Never seen the quarry so high. Still frozen, the ice thick
but cracked, puddled, tempting. I know better
but I love to imagine being reckless.

Another one gone this morning.
Welcome to the world, says one of my demons.
Put on your jacket, it’s cold, says another.

My wife is out of town and I’m free and disoriented,
every hour or two some small thing happens
and I think I’ll tell her over supper.

Multiply that by forever, says the demon,
maybe you’ll start to get it.
I put on my jacket.

Mourning and melancholia?
A broken branch and a sapling leaned together,
impossible to tell them apart until spring.
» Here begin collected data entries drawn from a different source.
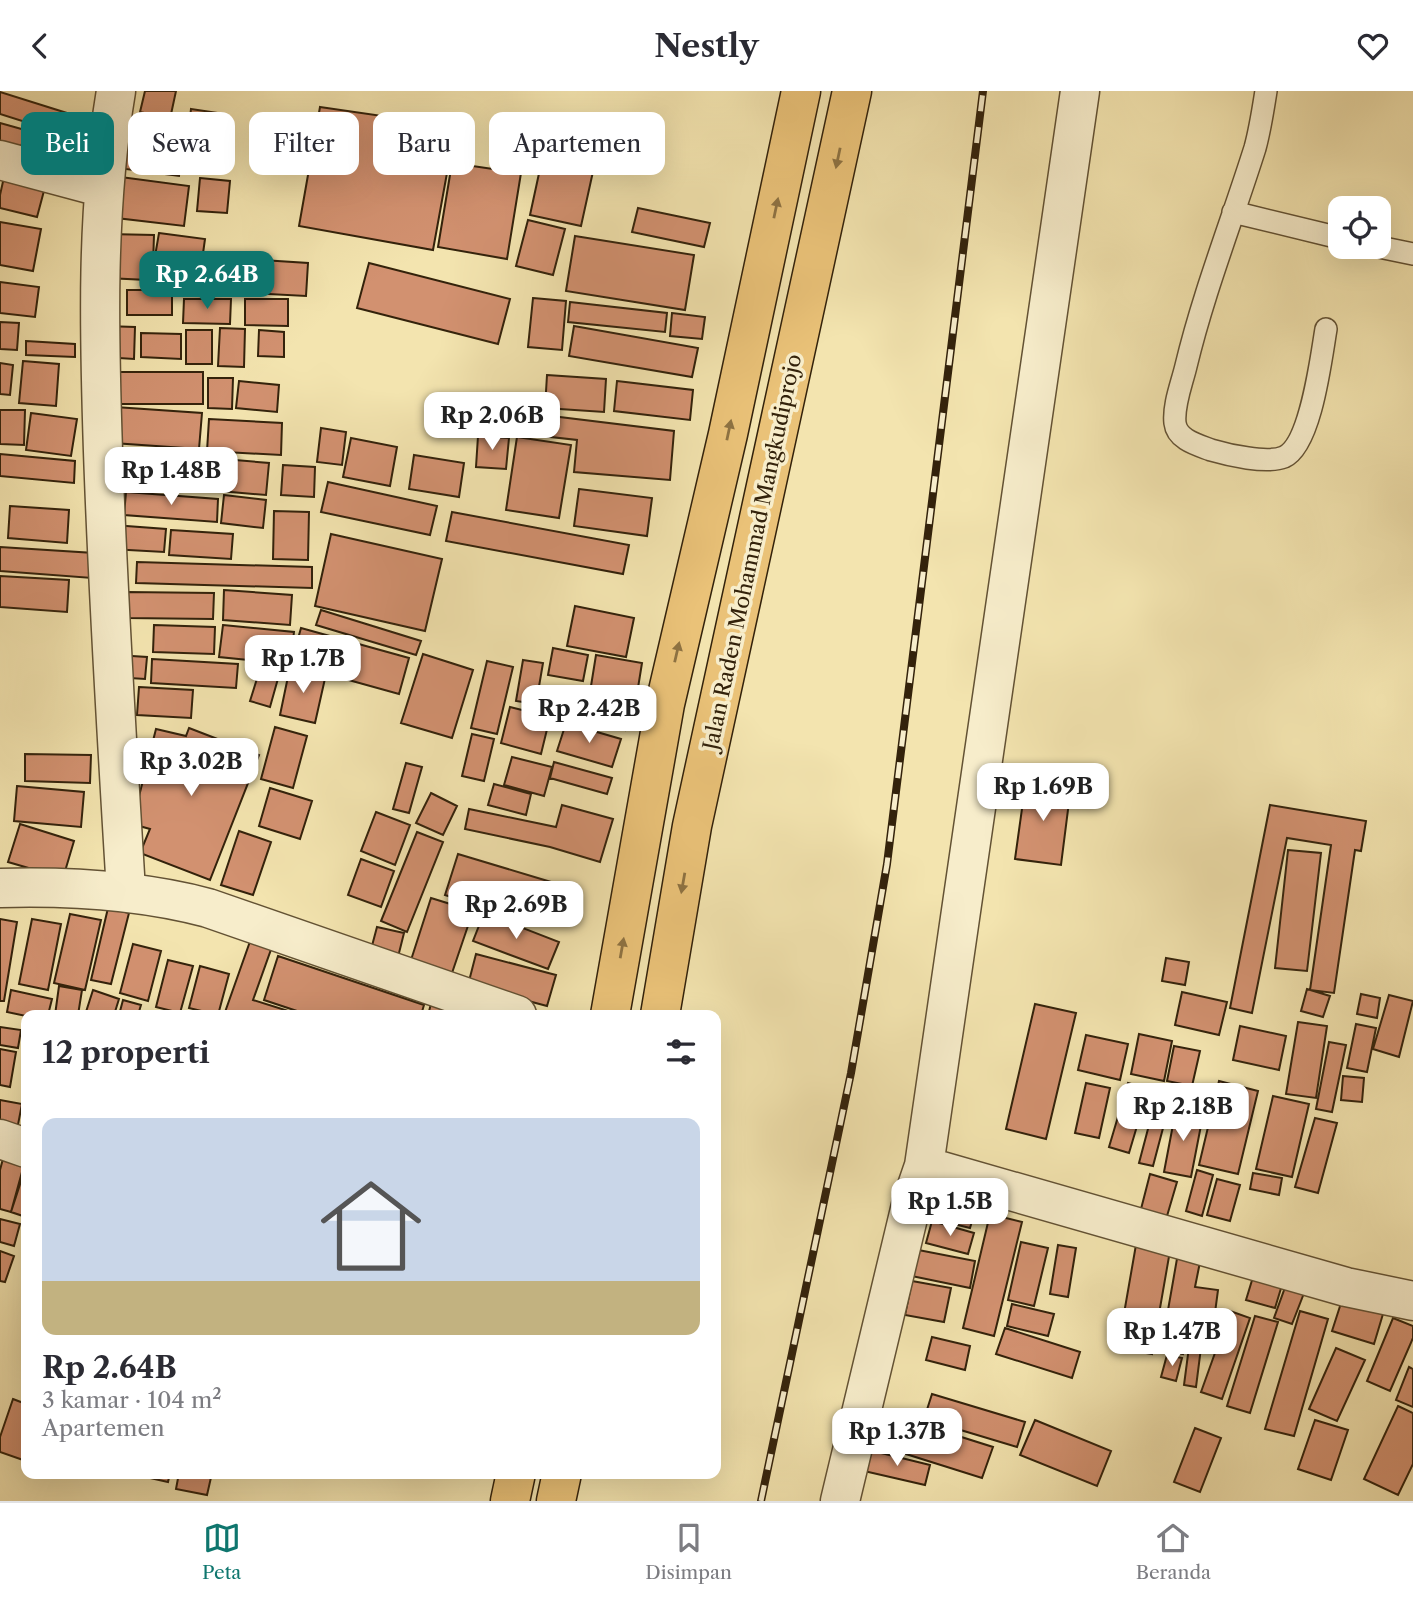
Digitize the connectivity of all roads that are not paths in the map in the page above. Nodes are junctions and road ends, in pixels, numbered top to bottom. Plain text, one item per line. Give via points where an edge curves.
1 (116, 91) edge
2 (801, 91) edge
3 (852, 91) edge
4 (1080, 91) edge
5 (1266, 91) edge
6 (0, 160) edge
7 (104, 188) junction
8 (1233, 212) junction
9 (1328, 235) edge
10 (1391, 249) edge
11 (1413, 254) edge
12 (1326, 329) dead end
13 (665, 704) junction
14 (715, 719) junction
15 (644, 819) junction
16 (692, 826) junction
17 (0, 888) edge
18 (126, 891) junction
19 (503, 1010) edge
20 (611, 1010) edge
21 (661, 1010) edge
22 (0, 1139) edge
23 (21, 1146) edge
24 (924, 1166) junction
25 (1413, 1301) edge
26 (515, 1479) edge
27 (561, 1479) edge
28 (510, 1501) edge
29 (556, 1501) edge
30 (840, 1501) edge

1 - 7 street
13 -> 2 highway
3 -> 14 highway, Jalan Raden Mohammad Mangkudiprojo
4 - 24 street
5 - 8 lane via 1255,146
6 - 7 street
7 - 18 street via 100,358
8 - 9 lane
8 - 12 lane via 1191,344 1175,411 1179,433 1194,444 1228,455 1284,457 1298,446 1306,429
10 - 11 lane
13 - 14 highway via 683,723
13 - 15 highway
14 - 16 highway, Jalan Raden Mohammad Mangkudiprojo
15 - 16 highway via 654,803 668,802 681,808
20 -> 15 highway
16 -> 21 highway, Jalan Raden Mohammad Mangkudiprojo
17 - 18 street
18 - 19 street via 208,908
22 - 23 street
24 - 25 street via 1346,1287
24 - 30 street
26 - 28 highway
27 - 29 highway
My boot on the shore ice: a grainy, slippery sound.
If I stepped out on that gray plain
I’d fall down before I could fall through.

I’d soak my pants, bruise my butt in some icy puddle.
What I know about melancholy
is exactly as deep as the ice on the quarry,

cold, hard, and not to be trusted.
What I know about mourning
is under the ice, still liquid, not much warmer,

holding last fall’s leaves and a few small fish
nuzzled against the bottom, not asleep,
not dreaming, neither dead nor awake.